Páginas e páginas de petição que narram o fato, muitas vezes são necessárias, todavia, saber contar o caso com erudição e mais que isso, singeleza e objetividade é um exercício que deve ser praticado todos os dias.

O direito nos traz, desde os primórdios passos na faculdade, inúmeras oportunidades de leitura técnica que não deve ser menosprezada.

Entretanto, a pratica da leitura não pode ser obrigada, deve vir numa pulsão interna da pessoa, que a traz como característica de sua personalidade. Por esse motivo, muitos advogados são também escritores, alguns tão famosos como Ruy Barbosa, José de Alencar, Gregório de Matos e Franz Kafka.

O direito traz consigo o cerne da leitura, por isso, muitas pessoas que escolhem o curso carregam consigo a paixão pela arte de ler.

Além de auxiliar no vocabulário, que cresce dia a dia com a literatura, é por ela que o advogado criminalista consegue contar a história, que não deve ser narrada de forma enfadonha ou até mesmo, que desrespeite aquele que a interpreta.

Como dito, na modernidade em que se vive, páginas e mais páginas de um conto que não atinge o seu ápice nem seu objetivo de integrar o magistrado ao caso concreto, podem levar ao sentido contrário: enquanto se pensa que escrever um absurdo número de laudas significou ser completo, na verdade foi fatigante, não envolvente e muito dispersivo.
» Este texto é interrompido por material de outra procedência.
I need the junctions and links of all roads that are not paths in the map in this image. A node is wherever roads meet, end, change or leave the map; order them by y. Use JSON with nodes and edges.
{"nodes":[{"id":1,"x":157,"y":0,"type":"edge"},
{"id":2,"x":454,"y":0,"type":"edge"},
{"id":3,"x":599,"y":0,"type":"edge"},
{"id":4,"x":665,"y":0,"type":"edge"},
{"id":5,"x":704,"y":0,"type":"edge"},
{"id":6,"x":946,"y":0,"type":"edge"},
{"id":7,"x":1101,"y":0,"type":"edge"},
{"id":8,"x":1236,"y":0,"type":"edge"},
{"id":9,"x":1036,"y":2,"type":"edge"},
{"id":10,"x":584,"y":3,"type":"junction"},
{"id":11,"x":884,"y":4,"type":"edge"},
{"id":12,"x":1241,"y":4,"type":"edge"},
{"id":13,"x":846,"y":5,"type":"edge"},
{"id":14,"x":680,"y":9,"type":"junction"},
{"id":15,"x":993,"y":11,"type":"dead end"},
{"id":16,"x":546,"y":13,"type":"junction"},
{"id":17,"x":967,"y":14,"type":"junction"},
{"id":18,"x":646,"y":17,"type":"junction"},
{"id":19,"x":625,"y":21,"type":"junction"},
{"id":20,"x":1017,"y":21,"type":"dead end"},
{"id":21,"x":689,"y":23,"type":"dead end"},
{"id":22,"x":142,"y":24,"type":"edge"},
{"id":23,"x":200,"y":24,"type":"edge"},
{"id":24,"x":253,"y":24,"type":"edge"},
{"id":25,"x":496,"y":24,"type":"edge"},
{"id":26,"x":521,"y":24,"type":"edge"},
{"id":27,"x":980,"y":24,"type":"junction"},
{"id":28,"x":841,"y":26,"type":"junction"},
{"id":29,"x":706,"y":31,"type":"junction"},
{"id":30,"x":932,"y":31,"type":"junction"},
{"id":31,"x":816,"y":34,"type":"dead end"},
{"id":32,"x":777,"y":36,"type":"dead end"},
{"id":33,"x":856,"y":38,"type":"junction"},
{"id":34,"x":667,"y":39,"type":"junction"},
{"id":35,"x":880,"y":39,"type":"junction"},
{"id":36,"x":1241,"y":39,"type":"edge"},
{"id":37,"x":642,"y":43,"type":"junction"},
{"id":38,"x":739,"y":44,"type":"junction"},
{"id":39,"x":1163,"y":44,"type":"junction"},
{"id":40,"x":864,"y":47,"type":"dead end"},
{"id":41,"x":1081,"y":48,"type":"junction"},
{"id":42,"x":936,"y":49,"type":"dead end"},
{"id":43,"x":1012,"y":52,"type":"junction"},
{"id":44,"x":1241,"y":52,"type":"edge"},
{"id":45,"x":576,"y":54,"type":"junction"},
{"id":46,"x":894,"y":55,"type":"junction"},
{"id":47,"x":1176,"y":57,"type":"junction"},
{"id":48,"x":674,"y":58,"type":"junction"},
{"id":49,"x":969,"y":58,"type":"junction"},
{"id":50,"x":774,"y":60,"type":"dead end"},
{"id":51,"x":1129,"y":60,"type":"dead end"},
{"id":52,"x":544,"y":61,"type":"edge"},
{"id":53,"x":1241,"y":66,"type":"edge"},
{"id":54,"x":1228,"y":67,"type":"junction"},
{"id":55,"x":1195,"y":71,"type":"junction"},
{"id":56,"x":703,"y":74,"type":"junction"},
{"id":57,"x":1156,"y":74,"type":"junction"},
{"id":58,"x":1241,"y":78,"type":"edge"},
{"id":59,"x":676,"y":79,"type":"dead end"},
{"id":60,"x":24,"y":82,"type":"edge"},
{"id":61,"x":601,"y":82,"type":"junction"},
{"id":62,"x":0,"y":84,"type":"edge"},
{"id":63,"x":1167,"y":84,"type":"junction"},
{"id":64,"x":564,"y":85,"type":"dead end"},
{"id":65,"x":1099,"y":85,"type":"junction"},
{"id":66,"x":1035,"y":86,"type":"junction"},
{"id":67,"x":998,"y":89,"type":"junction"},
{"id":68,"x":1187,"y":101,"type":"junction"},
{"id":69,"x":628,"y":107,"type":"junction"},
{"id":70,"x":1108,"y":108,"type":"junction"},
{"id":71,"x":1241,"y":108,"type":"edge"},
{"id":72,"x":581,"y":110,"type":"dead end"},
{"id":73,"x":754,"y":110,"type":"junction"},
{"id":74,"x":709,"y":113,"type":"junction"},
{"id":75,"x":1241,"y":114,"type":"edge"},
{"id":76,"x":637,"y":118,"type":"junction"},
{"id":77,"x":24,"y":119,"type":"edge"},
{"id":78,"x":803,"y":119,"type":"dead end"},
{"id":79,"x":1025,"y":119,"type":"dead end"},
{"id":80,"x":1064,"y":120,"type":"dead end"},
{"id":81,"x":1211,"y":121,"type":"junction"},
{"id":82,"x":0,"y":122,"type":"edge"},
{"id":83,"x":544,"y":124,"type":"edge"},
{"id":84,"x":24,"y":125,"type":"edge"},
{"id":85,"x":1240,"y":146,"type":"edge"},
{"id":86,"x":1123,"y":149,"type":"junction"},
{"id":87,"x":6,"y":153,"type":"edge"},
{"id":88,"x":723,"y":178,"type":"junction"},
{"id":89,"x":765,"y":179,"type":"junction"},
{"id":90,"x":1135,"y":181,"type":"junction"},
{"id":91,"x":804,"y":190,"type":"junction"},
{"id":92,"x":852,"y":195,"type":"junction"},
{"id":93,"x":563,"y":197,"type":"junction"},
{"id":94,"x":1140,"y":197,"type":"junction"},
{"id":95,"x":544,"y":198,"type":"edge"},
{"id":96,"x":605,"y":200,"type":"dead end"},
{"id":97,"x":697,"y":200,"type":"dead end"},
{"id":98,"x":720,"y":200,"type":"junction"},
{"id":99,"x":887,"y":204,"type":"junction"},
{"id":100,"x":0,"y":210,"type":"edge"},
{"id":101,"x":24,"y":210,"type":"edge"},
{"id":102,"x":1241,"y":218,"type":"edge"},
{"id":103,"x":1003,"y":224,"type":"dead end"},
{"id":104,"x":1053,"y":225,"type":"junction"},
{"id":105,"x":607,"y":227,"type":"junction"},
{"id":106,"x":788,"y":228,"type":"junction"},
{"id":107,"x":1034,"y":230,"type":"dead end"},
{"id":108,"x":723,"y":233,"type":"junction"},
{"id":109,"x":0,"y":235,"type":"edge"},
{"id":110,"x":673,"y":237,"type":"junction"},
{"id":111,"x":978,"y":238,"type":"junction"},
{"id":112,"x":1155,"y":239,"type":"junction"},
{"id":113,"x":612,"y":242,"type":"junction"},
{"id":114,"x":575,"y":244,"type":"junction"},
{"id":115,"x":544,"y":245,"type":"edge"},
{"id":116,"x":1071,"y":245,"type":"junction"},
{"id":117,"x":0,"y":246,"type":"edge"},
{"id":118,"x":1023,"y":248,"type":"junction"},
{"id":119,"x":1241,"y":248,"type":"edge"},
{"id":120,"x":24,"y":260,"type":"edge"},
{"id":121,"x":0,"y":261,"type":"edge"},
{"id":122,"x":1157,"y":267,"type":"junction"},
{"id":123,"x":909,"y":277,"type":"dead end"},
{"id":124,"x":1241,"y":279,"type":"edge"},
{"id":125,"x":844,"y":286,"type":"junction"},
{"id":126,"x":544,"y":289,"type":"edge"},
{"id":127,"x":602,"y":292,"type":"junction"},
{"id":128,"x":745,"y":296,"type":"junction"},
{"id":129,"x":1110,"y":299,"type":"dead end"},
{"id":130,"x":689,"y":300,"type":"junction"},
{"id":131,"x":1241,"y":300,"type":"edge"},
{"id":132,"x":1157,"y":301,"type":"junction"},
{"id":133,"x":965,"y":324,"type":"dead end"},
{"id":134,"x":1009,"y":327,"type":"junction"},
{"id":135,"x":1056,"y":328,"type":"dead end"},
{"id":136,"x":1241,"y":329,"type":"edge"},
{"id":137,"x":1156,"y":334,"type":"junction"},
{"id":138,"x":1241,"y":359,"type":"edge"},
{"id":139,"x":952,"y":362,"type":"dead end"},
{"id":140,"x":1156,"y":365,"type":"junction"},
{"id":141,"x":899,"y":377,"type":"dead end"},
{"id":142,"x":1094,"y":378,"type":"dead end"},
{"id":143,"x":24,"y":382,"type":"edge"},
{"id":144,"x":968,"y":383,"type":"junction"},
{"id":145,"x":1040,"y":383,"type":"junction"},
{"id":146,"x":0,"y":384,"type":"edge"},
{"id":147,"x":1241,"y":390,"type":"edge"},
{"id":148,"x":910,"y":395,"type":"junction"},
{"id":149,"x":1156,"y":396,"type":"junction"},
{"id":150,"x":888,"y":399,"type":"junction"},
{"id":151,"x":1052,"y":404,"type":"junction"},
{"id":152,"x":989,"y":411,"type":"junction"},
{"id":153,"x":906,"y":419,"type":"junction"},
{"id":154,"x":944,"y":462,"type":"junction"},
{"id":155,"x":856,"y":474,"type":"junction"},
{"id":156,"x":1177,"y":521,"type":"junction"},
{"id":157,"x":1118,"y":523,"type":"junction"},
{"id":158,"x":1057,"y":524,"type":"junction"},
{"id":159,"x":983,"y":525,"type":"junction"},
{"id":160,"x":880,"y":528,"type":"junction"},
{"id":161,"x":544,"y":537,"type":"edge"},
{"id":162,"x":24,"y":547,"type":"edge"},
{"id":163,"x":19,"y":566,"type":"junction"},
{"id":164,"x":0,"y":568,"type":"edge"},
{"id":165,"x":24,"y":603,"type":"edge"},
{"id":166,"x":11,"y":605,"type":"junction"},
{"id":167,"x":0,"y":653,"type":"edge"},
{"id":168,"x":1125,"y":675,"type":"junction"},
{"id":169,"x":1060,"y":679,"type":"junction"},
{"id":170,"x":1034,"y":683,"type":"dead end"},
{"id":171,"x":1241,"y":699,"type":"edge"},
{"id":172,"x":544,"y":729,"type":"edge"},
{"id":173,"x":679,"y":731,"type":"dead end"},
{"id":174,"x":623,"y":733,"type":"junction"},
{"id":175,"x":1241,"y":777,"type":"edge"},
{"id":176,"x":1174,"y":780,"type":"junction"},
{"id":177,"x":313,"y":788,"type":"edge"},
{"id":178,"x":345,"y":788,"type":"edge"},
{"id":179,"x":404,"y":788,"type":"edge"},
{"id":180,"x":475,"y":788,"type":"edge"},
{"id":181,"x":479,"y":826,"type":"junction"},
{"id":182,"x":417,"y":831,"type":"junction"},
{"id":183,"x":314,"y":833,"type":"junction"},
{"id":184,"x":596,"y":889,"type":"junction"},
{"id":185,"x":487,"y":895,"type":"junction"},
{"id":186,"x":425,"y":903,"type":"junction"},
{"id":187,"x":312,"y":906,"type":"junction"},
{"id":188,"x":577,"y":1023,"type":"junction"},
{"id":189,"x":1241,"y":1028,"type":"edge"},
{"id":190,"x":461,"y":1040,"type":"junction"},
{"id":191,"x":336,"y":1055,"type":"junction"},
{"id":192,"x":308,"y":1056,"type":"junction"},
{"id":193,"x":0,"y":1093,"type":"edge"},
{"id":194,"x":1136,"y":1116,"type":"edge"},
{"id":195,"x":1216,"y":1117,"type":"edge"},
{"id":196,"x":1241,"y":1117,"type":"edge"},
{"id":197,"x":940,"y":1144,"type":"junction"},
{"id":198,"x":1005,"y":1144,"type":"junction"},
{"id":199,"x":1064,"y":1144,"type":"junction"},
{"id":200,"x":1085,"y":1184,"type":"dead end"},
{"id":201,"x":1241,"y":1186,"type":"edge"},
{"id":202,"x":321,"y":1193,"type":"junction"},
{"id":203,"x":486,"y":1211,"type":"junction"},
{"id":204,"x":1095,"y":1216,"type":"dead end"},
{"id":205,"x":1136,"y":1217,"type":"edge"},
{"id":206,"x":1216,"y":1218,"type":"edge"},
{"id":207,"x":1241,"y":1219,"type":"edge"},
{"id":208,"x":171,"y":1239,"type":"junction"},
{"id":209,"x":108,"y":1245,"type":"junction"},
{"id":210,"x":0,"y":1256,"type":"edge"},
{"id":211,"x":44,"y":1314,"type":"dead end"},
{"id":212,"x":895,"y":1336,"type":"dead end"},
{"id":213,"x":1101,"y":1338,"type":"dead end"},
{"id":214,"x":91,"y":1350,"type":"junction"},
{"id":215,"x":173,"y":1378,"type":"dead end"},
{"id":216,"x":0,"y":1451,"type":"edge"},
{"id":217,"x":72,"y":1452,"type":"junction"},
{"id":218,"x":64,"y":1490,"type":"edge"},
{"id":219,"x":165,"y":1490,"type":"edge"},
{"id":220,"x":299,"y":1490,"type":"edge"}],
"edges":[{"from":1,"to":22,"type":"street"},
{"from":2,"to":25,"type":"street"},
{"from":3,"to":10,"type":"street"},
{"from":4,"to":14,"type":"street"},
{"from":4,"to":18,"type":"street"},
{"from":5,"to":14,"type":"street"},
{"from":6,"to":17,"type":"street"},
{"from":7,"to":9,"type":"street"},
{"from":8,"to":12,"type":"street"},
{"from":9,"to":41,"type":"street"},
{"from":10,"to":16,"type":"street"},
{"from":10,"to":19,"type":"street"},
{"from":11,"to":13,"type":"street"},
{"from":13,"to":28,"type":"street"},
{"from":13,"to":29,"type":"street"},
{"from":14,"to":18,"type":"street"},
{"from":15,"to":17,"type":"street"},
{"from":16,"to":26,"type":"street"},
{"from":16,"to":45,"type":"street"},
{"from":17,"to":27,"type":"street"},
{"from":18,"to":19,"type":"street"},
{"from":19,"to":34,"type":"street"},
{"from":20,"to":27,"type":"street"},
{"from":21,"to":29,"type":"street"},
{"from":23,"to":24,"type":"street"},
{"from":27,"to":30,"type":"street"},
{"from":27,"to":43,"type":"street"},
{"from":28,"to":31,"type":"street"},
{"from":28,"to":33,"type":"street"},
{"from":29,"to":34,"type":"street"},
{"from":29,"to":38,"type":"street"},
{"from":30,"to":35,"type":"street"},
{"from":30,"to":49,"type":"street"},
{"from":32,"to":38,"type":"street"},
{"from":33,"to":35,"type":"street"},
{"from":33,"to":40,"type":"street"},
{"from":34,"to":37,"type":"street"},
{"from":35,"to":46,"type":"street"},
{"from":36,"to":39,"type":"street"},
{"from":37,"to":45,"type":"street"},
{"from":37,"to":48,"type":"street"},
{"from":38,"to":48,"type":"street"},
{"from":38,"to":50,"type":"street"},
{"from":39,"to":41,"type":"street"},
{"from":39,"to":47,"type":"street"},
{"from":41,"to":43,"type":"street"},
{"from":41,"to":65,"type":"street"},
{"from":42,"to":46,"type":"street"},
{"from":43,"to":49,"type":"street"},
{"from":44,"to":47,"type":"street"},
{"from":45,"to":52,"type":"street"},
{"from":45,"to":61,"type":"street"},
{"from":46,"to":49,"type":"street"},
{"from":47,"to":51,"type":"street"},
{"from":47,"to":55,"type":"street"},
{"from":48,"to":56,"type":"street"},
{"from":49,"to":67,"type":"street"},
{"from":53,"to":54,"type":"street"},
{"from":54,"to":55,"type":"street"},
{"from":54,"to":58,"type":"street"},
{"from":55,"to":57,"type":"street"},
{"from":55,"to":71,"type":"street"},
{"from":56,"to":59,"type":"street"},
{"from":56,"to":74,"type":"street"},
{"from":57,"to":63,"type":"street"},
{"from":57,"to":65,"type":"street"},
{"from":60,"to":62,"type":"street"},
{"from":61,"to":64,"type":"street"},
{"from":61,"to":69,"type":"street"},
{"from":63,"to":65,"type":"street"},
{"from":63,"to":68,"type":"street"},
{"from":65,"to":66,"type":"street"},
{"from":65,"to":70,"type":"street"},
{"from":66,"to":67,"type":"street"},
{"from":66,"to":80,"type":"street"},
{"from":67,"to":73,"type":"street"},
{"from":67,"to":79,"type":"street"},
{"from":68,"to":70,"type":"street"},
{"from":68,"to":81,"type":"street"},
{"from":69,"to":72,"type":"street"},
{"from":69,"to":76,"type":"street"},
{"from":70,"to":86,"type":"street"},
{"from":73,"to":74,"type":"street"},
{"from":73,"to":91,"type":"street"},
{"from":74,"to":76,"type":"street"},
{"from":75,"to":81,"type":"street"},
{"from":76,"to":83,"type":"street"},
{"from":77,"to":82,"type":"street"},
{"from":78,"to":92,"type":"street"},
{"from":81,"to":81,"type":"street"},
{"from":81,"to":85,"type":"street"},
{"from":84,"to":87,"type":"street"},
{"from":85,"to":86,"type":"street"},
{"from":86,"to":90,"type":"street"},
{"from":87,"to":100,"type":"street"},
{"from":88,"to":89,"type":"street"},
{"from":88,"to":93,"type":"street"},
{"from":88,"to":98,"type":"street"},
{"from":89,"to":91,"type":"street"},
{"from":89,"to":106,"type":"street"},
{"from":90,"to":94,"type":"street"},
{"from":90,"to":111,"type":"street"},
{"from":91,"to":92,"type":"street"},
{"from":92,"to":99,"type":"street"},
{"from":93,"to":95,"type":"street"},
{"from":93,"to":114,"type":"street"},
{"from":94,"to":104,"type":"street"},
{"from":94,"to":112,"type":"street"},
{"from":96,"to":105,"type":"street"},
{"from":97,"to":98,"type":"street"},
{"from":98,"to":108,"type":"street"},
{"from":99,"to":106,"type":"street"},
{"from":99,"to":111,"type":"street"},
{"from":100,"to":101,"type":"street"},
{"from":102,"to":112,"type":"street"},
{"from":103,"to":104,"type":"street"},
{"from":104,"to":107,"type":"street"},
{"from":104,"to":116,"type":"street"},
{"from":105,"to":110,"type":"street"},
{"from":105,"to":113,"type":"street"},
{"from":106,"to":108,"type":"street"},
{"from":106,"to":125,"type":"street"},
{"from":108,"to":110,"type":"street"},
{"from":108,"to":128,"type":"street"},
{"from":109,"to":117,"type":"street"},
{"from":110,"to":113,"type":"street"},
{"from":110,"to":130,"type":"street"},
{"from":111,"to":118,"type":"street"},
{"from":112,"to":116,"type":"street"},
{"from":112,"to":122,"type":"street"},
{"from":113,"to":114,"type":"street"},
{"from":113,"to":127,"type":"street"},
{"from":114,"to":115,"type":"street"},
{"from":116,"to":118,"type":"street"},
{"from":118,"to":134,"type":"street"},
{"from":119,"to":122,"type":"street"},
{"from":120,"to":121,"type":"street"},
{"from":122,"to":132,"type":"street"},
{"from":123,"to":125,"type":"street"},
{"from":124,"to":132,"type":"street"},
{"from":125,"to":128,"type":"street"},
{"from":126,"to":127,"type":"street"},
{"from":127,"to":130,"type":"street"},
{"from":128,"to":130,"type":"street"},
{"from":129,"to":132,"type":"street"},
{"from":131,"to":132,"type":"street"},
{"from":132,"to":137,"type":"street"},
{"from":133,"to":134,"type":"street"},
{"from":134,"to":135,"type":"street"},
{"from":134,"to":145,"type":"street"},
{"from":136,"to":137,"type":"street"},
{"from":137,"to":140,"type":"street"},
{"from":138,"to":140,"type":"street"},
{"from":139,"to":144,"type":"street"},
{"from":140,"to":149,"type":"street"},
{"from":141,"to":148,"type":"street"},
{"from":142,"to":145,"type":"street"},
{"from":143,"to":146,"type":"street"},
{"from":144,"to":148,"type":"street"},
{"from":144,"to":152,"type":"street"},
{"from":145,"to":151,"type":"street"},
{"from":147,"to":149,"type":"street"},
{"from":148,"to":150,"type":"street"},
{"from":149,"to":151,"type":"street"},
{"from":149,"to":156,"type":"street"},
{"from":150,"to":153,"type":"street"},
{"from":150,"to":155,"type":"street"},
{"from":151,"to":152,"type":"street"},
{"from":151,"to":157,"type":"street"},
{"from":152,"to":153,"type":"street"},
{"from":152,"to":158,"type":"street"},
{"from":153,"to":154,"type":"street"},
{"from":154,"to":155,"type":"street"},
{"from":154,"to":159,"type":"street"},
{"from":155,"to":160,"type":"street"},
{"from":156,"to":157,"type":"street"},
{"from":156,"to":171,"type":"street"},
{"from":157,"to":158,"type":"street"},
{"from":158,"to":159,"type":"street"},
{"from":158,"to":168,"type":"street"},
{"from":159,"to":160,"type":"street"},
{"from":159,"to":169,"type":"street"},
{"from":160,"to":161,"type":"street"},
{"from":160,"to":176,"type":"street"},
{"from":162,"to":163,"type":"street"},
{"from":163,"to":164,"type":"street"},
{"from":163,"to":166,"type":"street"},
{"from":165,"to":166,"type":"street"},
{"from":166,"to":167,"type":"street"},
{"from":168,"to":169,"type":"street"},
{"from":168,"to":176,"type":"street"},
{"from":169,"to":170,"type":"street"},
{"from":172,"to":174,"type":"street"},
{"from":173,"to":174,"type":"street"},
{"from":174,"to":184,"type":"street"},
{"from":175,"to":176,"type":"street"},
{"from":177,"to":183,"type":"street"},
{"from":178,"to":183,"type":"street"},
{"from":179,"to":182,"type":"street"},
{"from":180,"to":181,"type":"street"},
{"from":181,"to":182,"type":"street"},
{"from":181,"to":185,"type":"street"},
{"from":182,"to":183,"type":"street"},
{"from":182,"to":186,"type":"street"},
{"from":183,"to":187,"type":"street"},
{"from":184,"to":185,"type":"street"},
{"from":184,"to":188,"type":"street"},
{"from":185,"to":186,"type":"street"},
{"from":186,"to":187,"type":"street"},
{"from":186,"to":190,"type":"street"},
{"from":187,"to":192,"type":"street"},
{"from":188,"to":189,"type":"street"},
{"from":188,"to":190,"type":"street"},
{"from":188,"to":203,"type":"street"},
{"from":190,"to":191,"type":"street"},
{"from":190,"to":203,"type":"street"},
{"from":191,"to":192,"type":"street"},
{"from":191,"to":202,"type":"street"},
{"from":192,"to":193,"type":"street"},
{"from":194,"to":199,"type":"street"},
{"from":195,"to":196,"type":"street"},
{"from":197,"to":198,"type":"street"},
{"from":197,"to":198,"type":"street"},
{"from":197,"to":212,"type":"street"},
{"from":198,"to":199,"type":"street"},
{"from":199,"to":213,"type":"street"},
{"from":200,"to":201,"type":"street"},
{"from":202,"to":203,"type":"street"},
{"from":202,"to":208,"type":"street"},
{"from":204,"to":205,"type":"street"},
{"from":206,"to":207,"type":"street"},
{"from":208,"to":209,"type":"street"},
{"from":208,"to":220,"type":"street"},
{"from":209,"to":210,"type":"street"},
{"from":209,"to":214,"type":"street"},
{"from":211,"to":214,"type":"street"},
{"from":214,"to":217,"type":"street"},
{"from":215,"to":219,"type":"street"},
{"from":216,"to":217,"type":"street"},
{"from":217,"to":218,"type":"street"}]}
Saber condensar as ideias e tratar o assunto com parcimônia e clareza é exercício diário. Por isso, a literatura nos fornece possibilidades. Muitos contos e historias trazem consigo, além da visão do autor, a criação de expectativas que o próprio leitor, ao interpretar aquilo que lê, ao mesmo tempo, as cria.

Ao final, descobre-se que o caminho para o entendimento da obra muito dependerá da compreensão que o leitor faz do objeto. Desse modo, é fundamental torna-la atrativa. A petição criminal é a mesma coisa.

Da mesma forma que saber contar a história é fundamental, também o é entender a complexidade dos dias em que vivemos. Muitas petições não comportam esse entendimento, uma vez que são realizadas de forma a deixar de fora as novas nuances da pós modernidade, ou surmoderne, como quer Balandier.

Para que se possa contar uma história convincente, ela deve estar arraigada nos valores que se fundamentam no tempo em que se vive. Por exemplo, fatos devem ser apontados pela interpretação que o personagem principal faz do contexto em que vive, das circunstancias em que se habitua.

Em essencial no direito criminal, onde as interpretações se dão por um interacionismo entre o leitor e o objeto, é primordial que o escritor tenha aptidão em ligar esse objeto àquele que o lê.

Entende-se que exista uma relação de distância efetiva entre o julgador da lide e o réu que se defende, uma vez que não há interacionismo simbólico algum entre ambos, em nenhuma circunstância.

Nesse intento deve agir o criminalista, trazer um pouco mais para perto as pessoas, tentar criar o elo entre o um e o outro, fazer com que todos os envolvidos, tanto na leitura quanto naquilo que está devidamente sendo narrado, os personagens e o julgador, tornem-se nós.

Para isso, fundamental a literatura. Por ela inúmeras histórias e maneiras de contar os casos que aparecem são magistralmente utilizados pelo contador das histórias.  Por outro lado, saber destacar casos análogos ao que traz a literatura, para a vida real, é um dom que somente o bom leitor tem.

Por isso, desde o começo dos estudos jurídicos, na primeira vez em que perpassar a mente do jovem estudante a possibilidade em estudar o direito, este deve preparar-se para uma aventura além daquelas que trazem a exegese do que é direito. Deve ler, o que de bom e excelente tiver para ler.

Em especial aos criminalistas, uma vez que contam histórias muitas vezes precisando reverter um entendimento que paira em conjunto na população e porque não, no julgador, pois também faz parte da mesma população, dessa forma, enraizado no problema.

É dever do criminalista trazer a solução, transformar um entendimento pétreo/concebido previamente pela própria vida, numa outra maneira de olhar o caso: numa outra forma de olhar o outro.

Iverson Kech Ferreira

Mestre em Direito. Professor. Advogado.